Effectively, the power plant owner must also own the new facility to transfer the interconnection rights.
Vistra asked for a waiver because the planned storage projects will be owned by Vistra subsidiaries, which don’t own the power plants.
Vistra told FERC it decided to keep the ownership of the power plants and storage facilities separate partly because investors in the storage projects may be unwilling to assume liability for the coal and gas-fired generating units.
Vistra’s planned storage projects are participating in the Illinois Coal-to-Solar Energy Storage Grant Program that helps fund storage projects coming online by June 1, 2025.
If the storage projects are placed in MISO’s interconnection queue, they will be unable to begin operating by the grant program deadline, according to Vistra.
FERC’s decision comes as the agency, states and others seek ways to use existing infrastructure, such as generator interconnections, to support the energy transition.
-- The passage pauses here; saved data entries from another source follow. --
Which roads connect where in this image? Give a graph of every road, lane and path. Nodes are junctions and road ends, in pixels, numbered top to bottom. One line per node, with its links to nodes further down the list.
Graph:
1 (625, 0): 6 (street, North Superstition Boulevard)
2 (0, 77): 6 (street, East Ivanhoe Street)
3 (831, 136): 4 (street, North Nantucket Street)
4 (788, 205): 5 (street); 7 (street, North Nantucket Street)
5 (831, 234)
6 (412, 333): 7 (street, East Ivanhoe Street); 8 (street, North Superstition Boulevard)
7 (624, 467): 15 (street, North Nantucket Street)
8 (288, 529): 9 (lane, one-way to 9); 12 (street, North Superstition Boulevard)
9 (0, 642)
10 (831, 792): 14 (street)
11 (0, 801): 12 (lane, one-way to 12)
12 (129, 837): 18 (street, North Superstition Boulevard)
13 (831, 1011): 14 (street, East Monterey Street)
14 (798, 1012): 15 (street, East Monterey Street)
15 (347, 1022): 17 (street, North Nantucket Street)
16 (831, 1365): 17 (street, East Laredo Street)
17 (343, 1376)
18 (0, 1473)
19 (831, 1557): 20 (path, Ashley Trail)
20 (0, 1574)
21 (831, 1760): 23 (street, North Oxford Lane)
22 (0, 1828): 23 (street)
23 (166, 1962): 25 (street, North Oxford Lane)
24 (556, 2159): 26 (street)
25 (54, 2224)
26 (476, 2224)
Using or upgrading facilities can be cheaper and faster than building new infrastructure.
Vistra’s request meets FERC’s criteria for receiving a waiver from MISO’s rules, according to the agency.
The request was made in good faith, solves a concrete problem, is limited in scope and won’t hurt third parties, FERC said.
“Vistra’s request does not raise queue jumping concerns because the necessary transfers do not involve unaffiliated entities outside of the interconnection queue,” FERC said.
Clements supported the decision, but called for a broad review of “nonsensical” interconnection transferability restrictions in generator replacement rules following the Vistra decision and an Indianapolis Power & Light waiver decision last year.
How can FERC restrict transfers to an unaffiliated entity if generation owners may transfer generators’ interconnection rights to affiliates that were not operating during the interconnection process, she asked.
An unaffiliated entity could see greater value in a power plant’s location on the transmission system or develop a replacement facility more cost-effectively than the current owner, Clements said.
“Why should it be restricted from acquiring the site and the interconnection rights through a transaction agreeable to buyer and seller and using the fast-track interconnection process?” Clements said. “I question whether there remains — or ever was — a basis to hinder such potentially beneficial commercial transactions that could lead to more economic re-use of sites on the transmission system.”